If your plan fails the ADP/ACP test refunds must be made no later than 2½ months after the end of the plan year otherwise the employer is subject to a 10% penalty.

 

March 15

Corporations, and LLCs filing as corporations, must deposit their annual employer contribution(s) for last year by their tax filing deadline. Filing an extension generally provides an additional six months.

 

April 1

Required minimum distributions must start no later than April 1 following the later of the year the participant turns age 70½ or terminated employment. 5% owners must begin minimum distributions regardless of their employment status. A participant that waited until April 1 to take their first minimum distribution will need to receive a second distribution by December 31 for the current year.

 

April 15

Partnerships, sole proprietors, and LLCs filing as partnerships must deposit their annual employer contribution(s) for last year by their tax filing deadline. Filing an extension generally provides an additional six months for partnerships.

 

April 15

Refunds for exceeding the 402(g) deferral limit, $19,000 in 2019, must be made to avoid double taxation to the participant.

 

May 15

Non-profit organizations must deposit their annual employer contribution(s) for last year by their tax filing deadline. Filing an extension generally provides an additional six months.

 

July 31

IRS Form 5500 must be filed with the Employee Benefits Security Administration (EBSA). Alternatively, Form 5558 may be filed to extend the due date until October 15.

 

July 31

IRS Form 5330 must be filed to report penalty excise tax on the late deposit of deferral contributions and certain other prohibited transactions.

 

September 15

Corporations, and LLCs filing as corporations, that filed for an extension of their tax filing must deposit their employer contributions for last plan year.

 

September 30

Plans that did not file Form 5558 to extend the Form 5500 due date must distribute the Summary Annual Report (SAR) to all plan participants.

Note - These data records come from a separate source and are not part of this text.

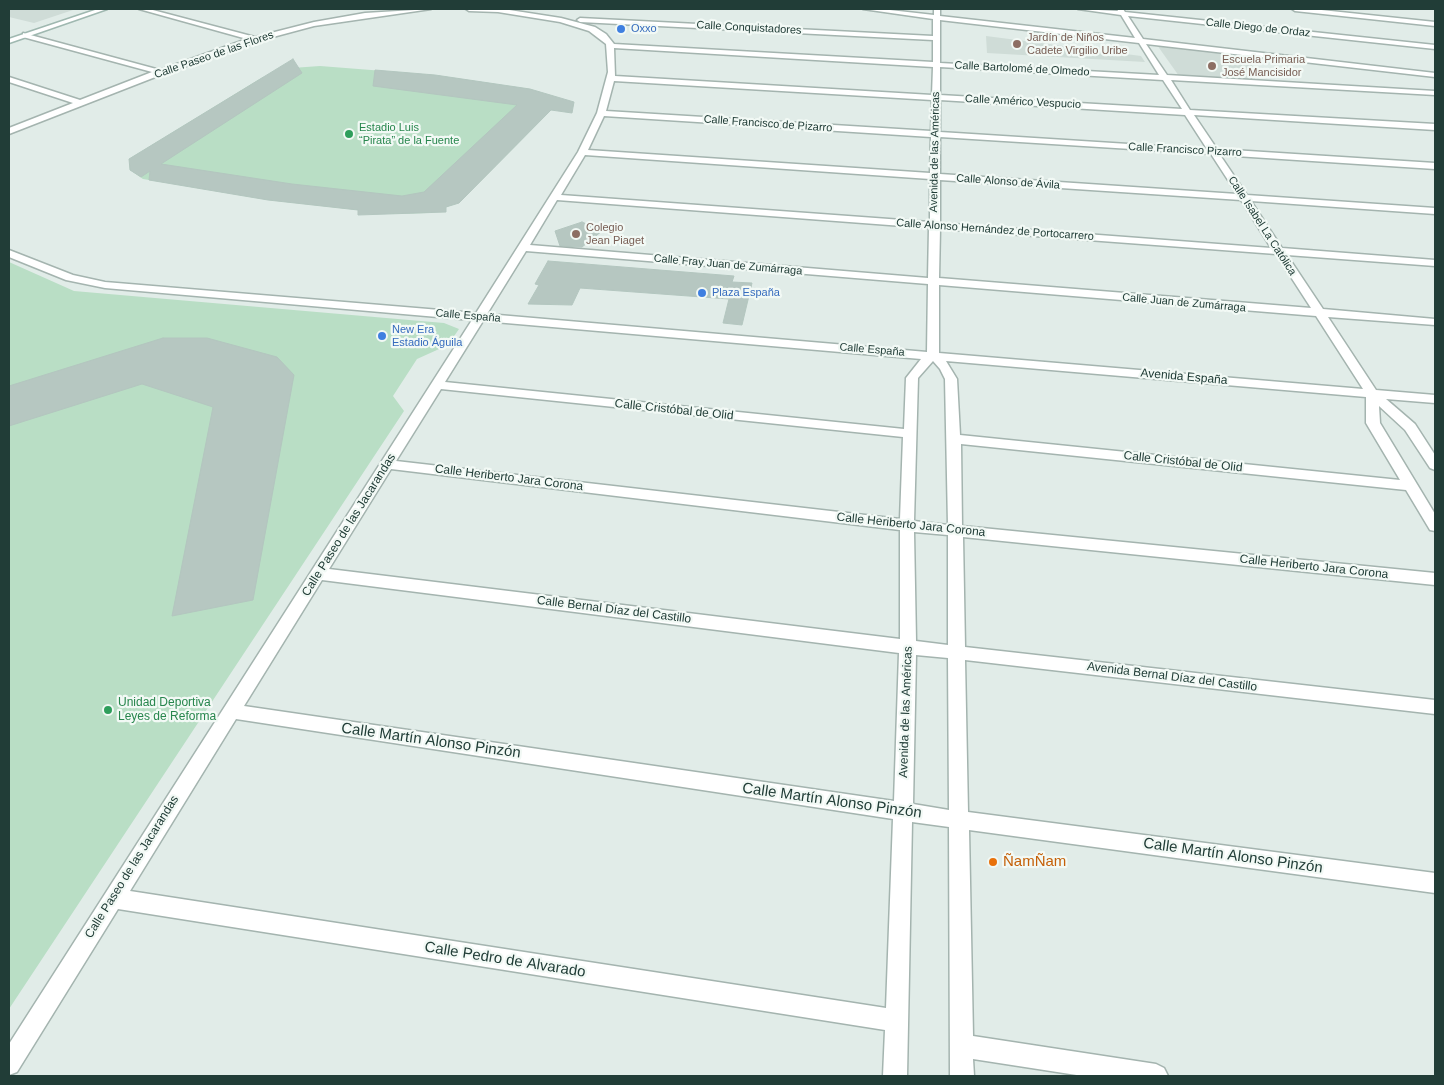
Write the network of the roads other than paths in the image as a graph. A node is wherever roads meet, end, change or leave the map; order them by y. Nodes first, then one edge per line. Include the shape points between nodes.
1 (86, 9) edge
2 (104, 9) edge
3 (142, 9) edge
4 (428, 9) edge
5 (469, 9) edge
6 (866, 9) edge
7 (1081, 9) edge
8 (1295, 9) edge
9 (495, 10) edge
10 (350, 11) dead end
11 (1121, 11) edge
12 (536, 12) edge
13 (937, 13) edge
14 (365, 15) junction
15 (559, 16) edge
16 (1435, 24) edge
17 (9, 35) edge
18 (26, 35) junction
19 (936, 38) junction
20 (255, 39) junction
21 (1140, 40) junction
22 (9, 41) edge
23 (610, 46) junction
24 (1435, 48) edge
25 (936, 64) junction
26 (160, 72) junction
27 (1435, 75) edge
28 (611, 78) junction
29 (1165, 78) junction
30 (9, 79) edge
31 (1435, 94) edge
32 (936, 97) junction
33 (80, 104) junction
34 (1187, 112) junction
35 (600, 113) junction
36 (1435, 127) edge
37 (9, 131) edge
38 (935, 135) junction
39 (1213, 151) junction
40 (582, 152) junction
41 (1435, 166) edge
42 (935, 177) junction
43 (554, 197) junction
44 (1244, 198) junction
45 (1435, 211) edge
46 (934, 226) junction
47 (523, 248) junction
48 (1279, 252) junction
49 (9, 253) edge
50 (1435, 263) edge
51 (934, 282) junction
52 (1320, 314) junction
53 (478, 317) junction
54 (1435, 322) edge
55 (933, 355) junction
56 (437, 385) junction
57 (1372, 393) junction
58 (1435, 399) edge
59 (911, 434) junction
60 (954, 439) junction
61 (387, 464) junction
62 (1435, 465) edge
63 (1411, 486) junction
64 (907, 525) junction
65 (1435, 526) edge
66 (955, 530) junction
67 (319, 574) junction
68 (1435, 579) edge
69 (908, 647) junction
70 (958, 652) junction
71 (1435, 707) edge
72 (230, 712) junction
73 (903, 812) junction
74 (959, 820) junction
75 (1435, 883) edge
76 (113, 898) junction
77 (897, 1021) junction
78 (961, 1046) junction
79 (9, 1064) edge
80 (895, 1076) edge
81 (962, 1076) edge
82 (1156, 1076) edge

1 - 17 street
2 - 18 street
3 - 20 street
4 - 14 street, Calle Paseo de las Flores
5 - 9 street
6 - 13 street
7 - 11 street, Calle Diego de Ordaz
8 - 16 street
9 - 12 street
10 - 14 street
11 - 21 street, Calle Isabel La Católica
11 - 24 street, Calle Diego de Ordaz
12 - 15 street
13 - 19 street, Avenida de las Américas
13 - 21 street
14 - 20 street, Calle Paseo de las Flores
15 - 19 street, Calle Conquistadores
15 - 23 street via 592,28
18 - 22 street
18 - 26 street
19 - 25 street, Avenida de las Américas
20 - 26 street, Calle Paseo de las Flores
21 - 27 street
21 - 29 street, Calle Isabel La Católica
23 - 25 street, Calle Bartolomé de Olmedo
23 - 28 street, Calle Paseo de las Jacarandas
25 - 29 street, Calle Bartolomé de Olmedo
25 - 32 street, Avenida de las Américas
26 - 33 street, Calle Paseo de las Flores
28 - 32 street, Calle Américo Vespucio
28 - 35 street, Calle Paseo de las Jacarandas
29 - 31 street, Calle Bartolomé de Olmedo
29 - 34 street, Calle Isabel La Católica
30 - 33 street
32 - 34 street, Calle Américo Vespucio
32 - 38 street, Avenida de las Américas
33 - 37 street, Calle Paseo de las Flores
34 - 36 street, Calle Américo Vespucio
34 - 39 street, Calle Isabel La Católica
35 - 38 street, Calle Francisco de Pizarro
35 - 40 street, Calle Paseo de las Jacarandas
38 - 39 street, Calle Francisco Pizarro
38 - 42 street, Avenida de las Américas
39 - 41 street, Calle Francisco Pizarro
39 - 44 street, Calle Isabel La Católica
40 - 42 street, Calle Alonso de Ávila
40 - 43 street, Calle Paseo de las Jacarandas
42 - 44 street, Calle Alonso de Ávila
42 - 46 street, Avenida de las Américas
43 - 46 street, Calle Alonso Hernández de Portocarrero
43 - 47 street, Calle Paseo de las Jacarandas
44 - 45 street, Calle Alonso de Ávila
44 - 48 street, Calle Isabel La Católica
46 - 48 street, Calle Alonso Hernández de Portocarrero
46 - 51 street, Avenida de las Américas
47 - 51 street, Calle Fray Juan de Zumárraga
47 - 53 street, Calle Paseo de las Jacarandas
48 - 50 street, Calle Alonso Hernández de Portocarrero
48 - 52 street, Calle Isabel La Católica
49 - 53 street, Calle España via 70,278 105,285
51 - 52 street, Calle Juan de Zumárraga
51 - 55 street, Avenida de las Américas
52 - 54 street, Calle Juan de Zumárraga
52 - 57 street, Calle Isabel La Católica
53 - 55 street, Calle España
53 - 56 street, Calle Paseo de las Jacarandas
55 - 57 street, Avenida España
55 - 59 street, Avenida de las Américas via 912,378
55 - 60 street via 946,367 951,379
56 - 59 street, Calle Cristóbal de Olid
56 - 61 street, Calle Paseo de las Jacarandas
57 - 58 street, Avenida España
57 - 62 street, Calle Isabel La Católica via 1410,427
57 - 63 street via 1373,423
59 - 64 street, Avenida de las Américas
60 - 63 street, Calle Cristóbal de Olid
60 - 66 street
61 - 64 street, Calle Heriberto Jara Corona
61 - 67 street, Calle Paseo de las Jacarandas
63 - 65 street
64 - 66 street, Calle Heriberto Jara Corona
64 - 69 street, Avenida de las Américas
66 - 68 street, Calle Heriberto Jara Corona
66 - 70 street
67 - 69 street, Calle Bernal Díaz del Castillo
67 - 72 street, Calle Paseo de las Jacarandas
69 - 70 street, Avenida Bernal Díaz del Castillo
69 - 73 street, Avenida de las Américas
70 - 71 street, Avenida Bernal Díaz del Castillo
70 - 74 street
72 - 73 street, Calle Martín Alonso Pinzón
72 - 76 street, Calle Paseo de las Jacarandas
73 - 74 street, Calle Martín Alonso Pinzón
73 - 77 street, Avenida de las Américas
74 - 75 street, Calle Martín Alonso Pinzón
74 - 78 street
76 - 77 street, Calle Pedro de Alvarado
76 - 79 street, Calle Paseo de las Jacarandas
77 - 80 street, Avenida de las Américas
78 - 81 street
78 - 82 street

The “AFTAP” notice for defined benefit plans, including cash balance plans, should generally be provided to clients by this date.

 

October 15

Deadline to file Form 5500 if Form 5558 was filed by July 31.

Defined benefit plans, including cash balance plans, must file their PBGC Premium Filing and remit payment by this date.

 

December 1

Plans using Safe harbor, auto-enrollment, and qualified default investment alternatives (QDIA) must send their annual notices. Notices must be sent to participants no earlier than 90 days prior to the start of the plan year, and not later than 30 days prior to the start of the plan year.

 

December 15

The Summary Annual Report (SAR) must be distributed to all participants if the Form 5500 was on extension.

 

December 31

Annual required minimum distributions must be made.

 

Deposit employee contributions, and loan payments, IMMEDIATELY!

Although this is more than an annual event, we never pass on an opportunity to remind plan sponsors that you need to deposit employee contributions and loan payments within 7 business days.

Although the 7 business day rule is only a safe harbor provided by the DOL, and only applies to small plans under 100 participants, the DOL is aggressively pursuing plan sponsors on this timing issue. RPA recommends all plan sponsors follow the 7 business day rule to avoid becoming a DOL target.